[Collected data entries]
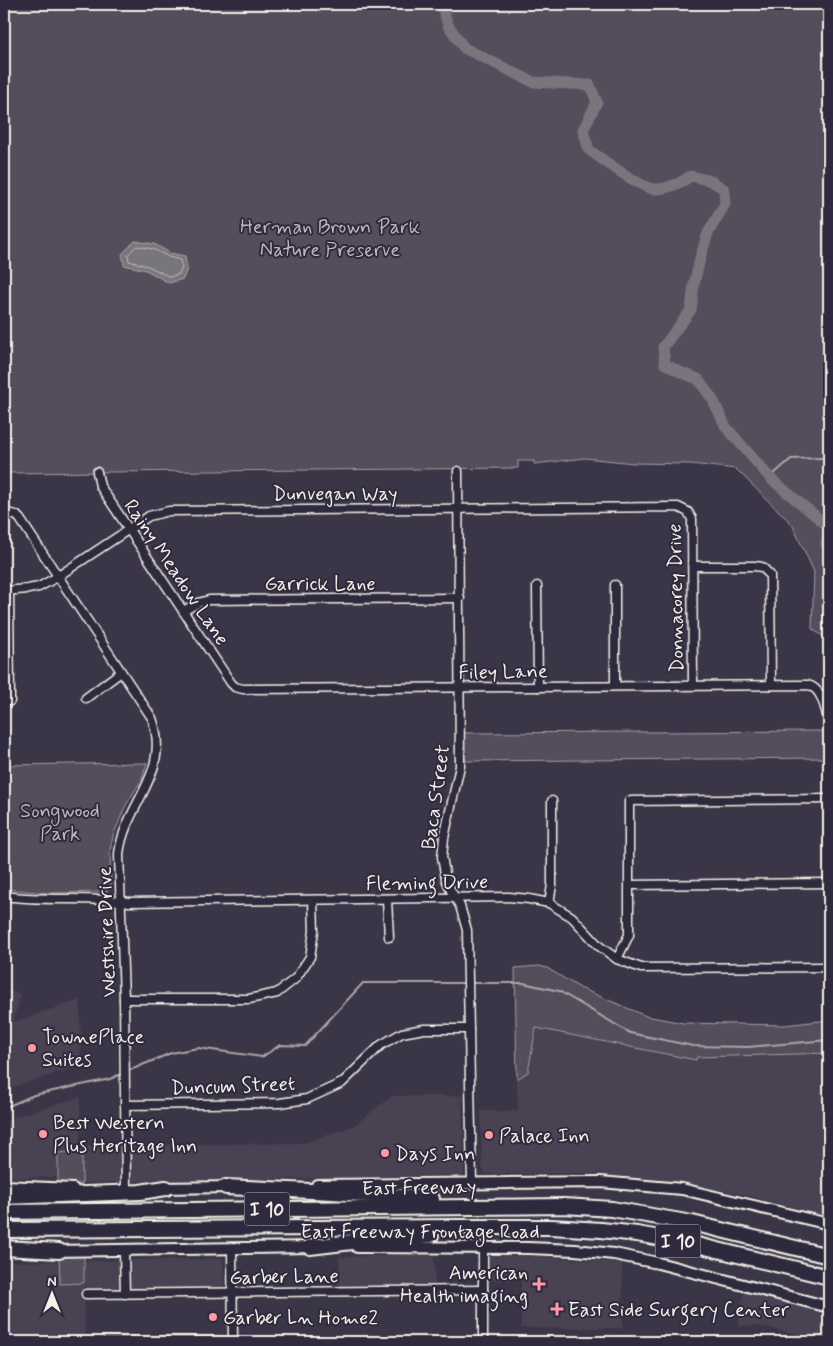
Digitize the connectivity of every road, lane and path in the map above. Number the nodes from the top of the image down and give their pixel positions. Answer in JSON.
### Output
{"nodes":[{"id":1,"x":458,"y":471,"type":"dead end"},
{"id":2,"x":97,"y":472,"type":"dead end"},
{"id":3,"x":460,"y":509,"type":"junction"},
{"id":4,"x":4,"y":512,"type":"edge"},
{"id":5,"x":688,"y":512,"type":"joint"},
{"id":6,"x":128,"y":529,"type":"junction"},
{"id":7,"x":693,"y":566,"type":"junction"},
{"id":8,"x":57,"y":576,"type":"junction"},
{"id":9,"x":615,"y":585,"type":"dead end"},
{"id":10,"x":537,"y":586,"type":"dead end"},
{"id":11,"x":7,"y":591,"type":"edge"},
{"id":12,"x":460,"y":598,"type":"junction"},
{"id":13,"x":183,"y":612,"type":"junction"},
{"id":14,"x":121,"y":672,"type":"junction"},
{"id":15,"x":693,"y":685,"type":"junction"},
{"id":16,"x":771,"y":685,"type":"junction"},
{"id":17,"x":616,"y":686,"type":"junction"},
{"id":18,"x":236,"y":687,"type":"joint"},
{"id":19,"x":460,"y":687,"type":"junction"},
{"id":20,"x":538,"y":687,"type":"junction"},
{"id":21,"x":86,"y":698,"type":"dead end"},
{"id":22,"x":10,"y":701,"type":"dead end"},
{"id":23,"x":829,"y":723,"type":"edge"},
{"id":24,"x":829,"y":799,"type":"edge"},
{"id":25,"x":552,"y":801,"type":"dead end"},
{"id":26,"x":829,"y":883,"type":"edge"},
{"id":27,"x":630,"y":885,"type":"junction"},
{"id":28,"x":4,"y":896,"type":"edge"},
{"id":29,"x":455,"y":898,"type":"junction"},
{"id":30,"x":313,"y":900,"type":"junction"},
{"id":31,"x":387,"y":900,"type":"junction"},
{"id":32,"x":120,"y":901,"type":"junction"},
{"id":33,"x":549,"y":903,"type":"junction"},
{"id":34,"x":389,"y":937,"type":"dead end"},
{"id":35,"x":617,"y":959,"type":"junction"},
{"id":36,"x":829,"y":967,"type":"edge"},
{"id":37,"x":124,"y":999,"type":"junction"},
{"id":38,"x":469,"y":1029,"type":"junction"},
{"id":39,"x":125,"y":1105,"type":"junction"},
{"id":40,"x":472,"y":1183,"type":"junction"},
{"id":41,"x":4,"y":1186,"type":"edge"},
{"id":42,"x":226,"y":1187,"type":"junction"},
{"id":43,"x":126,"y":1188,"type":"junction"},
{"id":44,"x":166,"y":1188,"type":"junction"},
{"id":45,"x":4,"y":1197,"type":"edge"},
{"id":46,"x":530,"y":1206,"type":"junction"},
{"id":47,"x":4,"y":1212,"type":"edge"},
{"id":48,"x":829,"y":1224,"type":"edge"},
{"id":49,"x":523,"y":1227,"type":"junction"},
{"id":50,"x":4,"y":1230,"type":"edge"},
{"id":51,"x":310,"y":1247,"type":"junction"},
{"id":52,"x":4,"y":1248,"type":"edge"},
{"id":53,"x":232,"y":1248,"type":"junction"},
{"id":54,"x":483,"y":1248,"type":"junction"},
{"id":55,"x":124,"y":1250,"type":"junction"},
{"id":56,"x":59,"y":1251,"type":"junction"},
{"id":57,"x":4,"y":1253,"type":"edge"},
{"id":58,"x":829,"y":1256,"type":"edge"},
{"id":59,"x":829,"y":1277,"type":"edge"},
{"id":60,"x":483,"y":1290,"type":"junction"},
{"id":61,"x":233,"y":1292,"type":"junction"},
{"id":62,"x":86,"y":1294,"type":"dead end"},
{"id":63,"x":125,"y":1294,"type":"junction"},
{"id":64,"x":829,"y":1307,"type":"edge"},
{"id":65,"x":233,"y":1342,"type":"edge"},
{"id":66,"x":483,"y":1342,"type":"edge"}],
"edges":[{"from":1,"to":3,"type":"street","name":"Baca Street"},
{"from":2,"to":6,"type":"street","name":"Rainy Meadow Lane"},
{"from":3,"to":5,"type":"street","name":"Dunvegan Way"},
{"from":3,"to":6,"type":"street","name":"Dunvegan Way"},
{"from":3,"to":12,"type":"street","name":"Baca Street"},
{"from":4,"to":8,"type":"street","name":"Westshire Drive"},
{"from":5,"to":7,"type":"street","name":"Donnacorey Drive"},
{"from":6,"to":8,"type":"street","name":"Dunvegan Way"},
{"from":6,"to":13,"type":"street","name":"Rainy Meadow Lane"},
{"from":7,"to":15,"type":"street","name":"Donnacorey Drive"},
{"from":7,"to":16,"type":"street"},
{"from":8,"to":11,"type":"street","name":"Dunvegan Way"},
{"from":8,"to":14,"type":"street","name":"Westshire Drive"},
{"from":9,"to":17,"type":"street"},
{"from":10,"to":20,"type":"street"},
{"from":11,"to":22,"type":"street"},
{"from":12,"to":13,"type":"street","name":"Garrick Lane"},
{"from":12,"to":19,"type":"street","name":"Baca Street"},
{"from":13,"to":18,"type":"street","name":"Rainy Meadow Lane"},
{"from":14,"to":21,"type":"street"},
{"from":14,"to":32,"type":"street","name":"Westshire Drive"},
{"from":15,"to":16,"type":"street","name":"Filey Lane"},
{"from":15,"to":17,"type":"street","name":"Filey Lane"},
{"from":16,"to":23,"type":"street","name":"Filey Lane"},
{"from":17,"to":20,"type":"street","name":"Filey Lane"},
{"from":18,"to":19,"type":"street","name":"Filey Lane"},
{"from":19,"to":20,"type":"street","name":"Filey Lane"},
{"from":19,"to":29,"type":"street","name":"Baca Street"},
{"from":24,"to":27,"type":"street"},
{"from":25,"to":33,"type":"street"},
{"from":26,"to":27,"type":"street"},
{"from":27,"to":35,"type":"street"},
{"from":28,"to":32,"type":"street","name":"Fleming Drive"},
{"from":29,"to":31,"type":"street","name":"Fleming Drive"},
{"from":29,"to":33,"type":"street","name":"Fleming Drive"},
{"from":29,"to":38,"type":"street","name":"Baca Street"},
{"from":30,"to":31,"type":"street","name":"Fleming Drive"},
{"from":30,"to":32,"type":"street","name":"Fleming Drive"},
{"from":30,"to":37,"type":"street"},
{"from":31,"to":34,"type":"street"},
{"from":32,"to":37,"type":"street","name":"Westshire Drive"},
{"from":33,"to":35,"type":"street","name":"Fleming Drive"},
{"from":35,"to":36,"type":"street","name":"Fleming Drive"},
{"from":37,"to":39,"type":"street","name":"Westshire Drive"},
{"from":38,"to":39,"type":"street","name":"Duncum Street"},
{"from":38,"to":40,"type":"street","name":"Baca Street"},
{"from":39,"to":43,"type":"street","name":"Westshire Drive"},
{"from":40,"to":42,"type":"main road"},
{"from":40,"to":48,"type":"main road"},
{"from":41,"to":43,"type":"main road"},
{"from":42,"to":44,"type":"main road"},
{"from":42,"to":46,"type":"highway"},
{"from":43,"to":44,"type":"main road"},
{"from":44,"to":45,"type":"highway"},
{"from":46,"to":47,"type":"highway","name":"East Freeway","number":"I 10"},
{"from":46,"to":58,"type":"highway","name":"East Freeway","number":"I 10"},
{"from":49,"to":50,"type":"highway","name":"East Freeway","number":"I 10"},
{"from":49,"to":51,"type":"highway"},
{"from":49,"to":59,"type":"highway","name":"East Freeway","number":"I 10"},
{"from":51,"to":53,"type":"main road","name":"East Freeway Frontage Road"},
{"from":51,"to":54,"type":"main road","name":"East Freeway Frontage Road"},
{"from":52,"to":56,"type":"highway"},
{"from":53,"to":55,"type":"main road","name":"East Freeway Frontage Road"},
{"from":53,"to":61,"type":"street"},
{"from":54,"to":60,"type":"street"},
{"from":54,"to":64,"type":"main road","name":"East Freeway Frontage Road"},
{"from":55,"to":56,"type":"main road","name":"East Freeway Frontage Road"},
{"from":55,"to":63,"type":"street"},
{"from":56,"to":57,"type":"main road","name":"East Freeway Frontage Road"},
{"from":60,"to":61,"type":"street","name":"Garber Lane"},
{"from":60,"to":66,"type":"street"},
{"from":61,"to":63,"type":"street","name":"Garber Lane"},
{"from":61,"to":65,"type":"street"},
{"from":62,"to":63,"type":"street","name":"Garber Lane"}]}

■ **About this task**: Your answer should be every line above that contains the word "nodes".

■ **Answer space**:
Digitize the connectivity of every road, lane and path in the map above. Number the nodes from the top of the image down and give their pixel positions. Answer in JSON.
{"nodes":[{"id":1,"x":458,"y":471,"type":"dead end"},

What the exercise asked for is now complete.